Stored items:
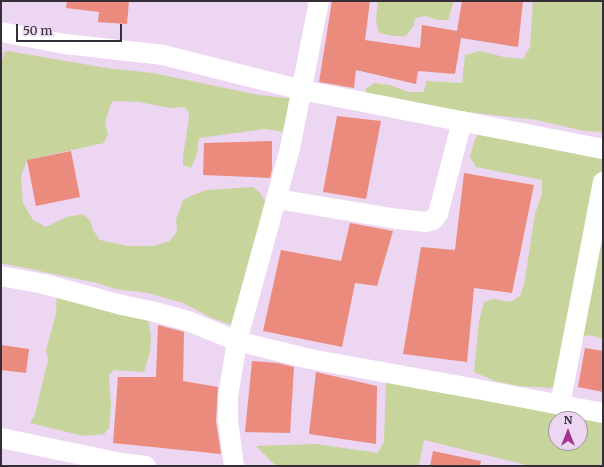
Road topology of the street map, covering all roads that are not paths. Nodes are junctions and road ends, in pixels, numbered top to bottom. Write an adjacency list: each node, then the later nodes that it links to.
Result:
1 (319, 1): 3 (street)
2 (1, 32): 3 (street)
3 (302, 90): 4 (street); 7 (street)
4 (462, 121): 5 (street); 7 (street)
5 (603, 149)
6 (603, 182): 10 (street)
7 (277, 199): 9 (street)
8 (1, 276): 9 (street)
9 (237, 341): 10 (street); 14 (street)
10 (560, 405): 11 (street)
11 (603, 413)
12 (1, 438): 13 (street)
13 (146, 466)
14 (234, 466)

ABOUT THIS TASK: Reproduce the data verbatim and omit each image.

ANSWER FOR THE TASK:
Road topology of the street map, covering all roads that are not paths. Nodes are junctions and road ends, in pixels, numbered top to bottom. Write an adjacency list: each node, then the later nodes that it links to.
Result:
1 (319, 1): 3 (street)
2 (1, 32): 3 (street)
3 (302, 90): 4 (street); 7 (street)
4 (462, 121): 5 (street); 7 (street)
5 (603, 149)
6 (603, 182): 10 (street)
7 (277, 199): 9 (street)
8 (1, 276): 9 (street)
9 (237, 341): 10 (street); 14 (street)
10 (560, 405): 11 (street)
11 (603, 413)
12 (1, 438): 13 (street)
13 (146, 466)
14 (234, 466)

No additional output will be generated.